ACTIVITY:
For the data below, give again exactly the lines from the one containing "middle pip: (621, 354)" through the one containing "index mcp: (340, 337)", both ends included, and no others.

RECORDS TO PROCESS:
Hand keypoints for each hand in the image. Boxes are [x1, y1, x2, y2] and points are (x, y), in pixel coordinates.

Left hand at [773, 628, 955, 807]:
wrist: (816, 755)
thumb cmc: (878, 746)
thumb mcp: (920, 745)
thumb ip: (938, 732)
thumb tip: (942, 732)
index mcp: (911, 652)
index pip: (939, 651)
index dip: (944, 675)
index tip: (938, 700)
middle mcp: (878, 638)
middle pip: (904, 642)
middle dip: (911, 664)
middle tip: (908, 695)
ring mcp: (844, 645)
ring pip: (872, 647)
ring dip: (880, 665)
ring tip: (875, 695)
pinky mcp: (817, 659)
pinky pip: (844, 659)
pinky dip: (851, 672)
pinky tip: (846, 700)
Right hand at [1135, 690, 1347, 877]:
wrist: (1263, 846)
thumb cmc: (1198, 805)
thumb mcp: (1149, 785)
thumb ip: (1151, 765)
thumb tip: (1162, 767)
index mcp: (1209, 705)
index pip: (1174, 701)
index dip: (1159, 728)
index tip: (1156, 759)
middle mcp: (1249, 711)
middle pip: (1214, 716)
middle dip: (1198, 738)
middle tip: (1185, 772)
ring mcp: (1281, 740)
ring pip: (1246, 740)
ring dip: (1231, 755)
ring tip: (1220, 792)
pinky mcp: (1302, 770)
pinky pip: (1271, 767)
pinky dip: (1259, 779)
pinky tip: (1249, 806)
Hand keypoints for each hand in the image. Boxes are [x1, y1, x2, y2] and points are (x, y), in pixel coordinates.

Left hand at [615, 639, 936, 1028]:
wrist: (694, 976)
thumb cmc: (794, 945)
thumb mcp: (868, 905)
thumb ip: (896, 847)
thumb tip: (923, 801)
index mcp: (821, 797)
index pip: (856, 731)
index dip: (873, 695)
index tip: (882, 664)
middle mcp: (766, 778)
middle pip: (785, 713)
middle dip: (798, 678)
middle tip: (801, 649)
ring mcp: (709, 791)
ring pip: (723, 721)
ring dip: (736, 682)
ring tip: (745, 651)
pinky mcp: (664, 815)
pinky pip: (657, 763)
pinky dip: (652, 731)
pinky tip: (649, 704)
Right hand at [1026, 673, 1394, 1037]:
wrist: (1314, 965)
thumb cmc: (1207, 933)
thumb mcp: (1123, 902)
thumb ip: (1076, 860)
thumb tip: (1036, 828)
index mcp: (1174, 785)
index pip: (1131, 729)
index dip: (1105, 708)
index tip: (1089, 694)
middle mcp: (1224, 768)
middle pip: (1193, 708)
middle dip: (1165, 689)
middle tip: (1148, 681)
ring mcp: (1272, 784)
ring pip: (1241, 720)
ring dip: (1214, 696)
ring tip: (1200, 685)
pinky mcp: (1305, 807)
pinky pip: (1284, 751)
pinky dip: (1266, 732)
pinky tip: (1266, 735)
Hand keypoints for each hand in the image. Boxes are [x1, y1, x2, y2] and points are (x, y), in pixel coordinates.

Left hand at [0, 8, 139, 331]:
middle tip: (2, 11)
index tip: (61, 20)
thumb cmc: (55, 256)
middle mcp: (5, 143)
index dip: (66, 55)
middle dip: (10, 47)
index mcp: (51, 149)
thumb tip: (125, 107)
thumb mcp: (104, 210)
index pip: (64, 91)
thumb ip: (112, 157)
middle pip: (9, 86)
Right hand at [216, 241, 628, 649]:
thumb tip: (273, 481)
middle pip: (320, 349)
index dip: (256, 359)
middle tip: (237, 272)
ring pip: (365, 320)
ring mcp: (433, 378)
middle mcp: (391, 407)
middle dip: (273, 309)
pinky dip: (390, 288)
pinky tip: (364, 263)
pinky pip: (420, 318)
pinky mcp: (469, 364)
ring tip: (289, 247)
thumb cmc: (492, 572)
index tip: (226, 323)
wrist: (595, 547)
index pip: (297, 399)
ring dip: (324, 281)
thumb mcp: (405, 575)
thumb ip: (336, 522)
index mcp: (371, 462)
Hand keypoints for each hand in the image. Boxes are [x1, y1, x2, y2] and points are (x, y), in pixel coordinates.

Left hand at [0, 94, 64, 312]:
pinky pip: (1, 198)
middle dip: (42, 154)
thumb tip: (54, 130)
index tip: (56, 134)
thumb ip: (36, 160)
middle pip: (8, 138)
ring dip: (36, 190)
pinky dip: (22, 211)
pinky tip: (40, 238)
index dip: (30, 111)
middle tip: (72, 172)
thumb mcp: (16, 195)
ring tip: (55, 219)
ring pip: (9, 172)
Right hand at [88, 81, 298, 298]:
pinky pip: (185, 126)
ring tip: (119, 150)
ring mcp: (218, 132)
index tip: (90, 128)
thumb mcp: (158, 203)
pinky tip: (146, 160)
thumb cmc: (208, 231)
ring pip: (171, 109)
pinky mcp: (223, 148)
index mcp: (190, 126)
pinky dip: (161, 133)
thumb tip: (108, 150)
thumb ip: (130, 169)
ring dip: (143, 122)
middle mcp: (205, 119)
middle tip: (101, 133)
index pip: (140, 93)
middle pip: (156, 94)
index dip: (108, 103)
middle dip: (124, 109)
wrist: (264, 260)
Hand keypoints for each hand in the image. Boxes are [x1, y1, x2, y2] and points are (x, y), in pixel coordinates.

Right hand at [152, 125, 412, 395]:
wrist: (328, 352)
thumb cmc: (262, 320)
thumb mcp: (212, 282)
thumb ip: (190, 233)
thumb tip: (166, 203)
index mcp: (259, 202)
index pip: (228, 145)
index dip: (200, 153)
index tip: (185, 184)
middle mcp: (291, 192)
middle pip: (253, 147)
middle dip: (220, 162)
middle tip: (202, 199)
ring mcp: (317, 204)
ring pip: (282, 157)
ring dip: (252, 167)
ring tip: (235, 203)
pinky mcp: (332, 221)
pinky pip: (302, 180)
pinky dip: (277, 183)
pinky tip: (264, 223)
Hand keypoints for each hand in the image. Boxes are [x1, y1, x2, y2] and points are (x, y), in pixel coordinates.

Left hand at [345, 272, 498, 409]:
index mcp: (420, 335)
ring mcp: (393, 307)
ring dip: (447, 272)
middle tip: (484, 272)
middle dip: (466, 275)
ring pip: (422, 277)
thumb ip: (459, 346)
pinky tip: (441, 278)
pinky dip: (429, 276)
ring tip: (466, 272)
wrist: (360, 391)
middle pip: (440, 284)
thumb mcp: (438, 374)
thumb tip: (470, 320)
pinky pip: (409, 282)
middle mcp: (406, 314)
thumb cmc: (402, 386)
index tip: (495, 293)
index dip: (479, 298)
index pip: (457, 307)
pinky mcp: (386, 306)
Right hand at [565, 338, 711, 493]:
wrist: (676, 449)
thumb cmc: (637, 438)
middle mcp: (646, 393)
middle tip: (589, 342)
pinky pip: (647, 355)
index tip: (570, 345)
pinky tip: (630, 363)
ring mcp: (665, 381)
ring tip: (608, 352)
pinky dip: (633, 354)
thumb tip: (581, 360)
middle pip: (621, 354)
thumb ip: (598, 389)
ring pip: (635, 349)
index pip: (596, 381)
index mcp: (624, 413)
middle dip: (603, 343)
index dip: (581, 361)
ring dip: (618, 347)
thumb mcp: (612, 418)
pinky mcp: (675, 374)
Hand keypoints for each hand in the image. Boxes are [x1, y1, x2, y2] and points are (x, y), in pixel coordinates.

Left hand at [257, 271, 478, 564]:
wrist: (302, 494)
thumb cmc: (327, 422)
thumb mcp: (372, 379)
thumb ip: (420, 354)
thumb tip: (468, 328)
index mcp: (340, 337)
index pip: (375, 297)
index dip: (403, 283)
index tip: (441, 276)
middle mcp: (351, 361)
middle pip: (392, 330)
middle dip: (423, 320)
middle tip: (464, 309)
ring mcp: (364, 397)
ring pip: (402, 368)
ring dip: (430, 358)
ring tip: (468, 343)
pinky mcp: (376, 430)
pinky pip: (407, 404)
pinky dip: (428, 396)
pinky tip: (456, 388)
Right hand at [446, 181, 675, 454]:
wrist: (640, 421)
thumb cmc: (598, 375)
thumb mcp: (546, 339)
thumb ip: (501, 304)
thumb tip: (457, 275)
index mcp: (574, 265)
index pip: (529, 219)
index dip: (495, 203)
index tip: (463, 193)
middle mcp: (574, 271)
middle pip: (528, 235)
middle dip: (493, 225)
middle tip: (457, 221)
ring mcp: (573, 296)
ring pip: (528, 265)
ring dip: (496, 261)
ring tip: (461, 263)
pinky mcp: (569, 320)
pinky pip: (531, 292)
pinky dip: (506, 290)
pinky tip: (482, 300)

SOLUTION TO THE PROBLEM:
middle pip: (621, 354)
thumb ip: (598, 389)
ring pip: (635, 349)
index pip: (596, 381)
index mcp: (624, 413)
middle dip: (603, 343)
index dip: (581, 361)
ring dip: (618, 347)
thumb mcp: (612, 418)
pinky mcp: (675, 374)
Hand keypoints for each hand in the image. Boxes are [x1, y1, x2, y2] and points are (x, y), in pixel coordinates.

Left hand at [257, 271, 478, 564]:
wrist: (302, 494)
thumb cmc: (327, 422)
thumb mcp: (372, 379)
thumb ip: (420, 354)
thumb tip: (468, 328)
index mcp: (340, 337)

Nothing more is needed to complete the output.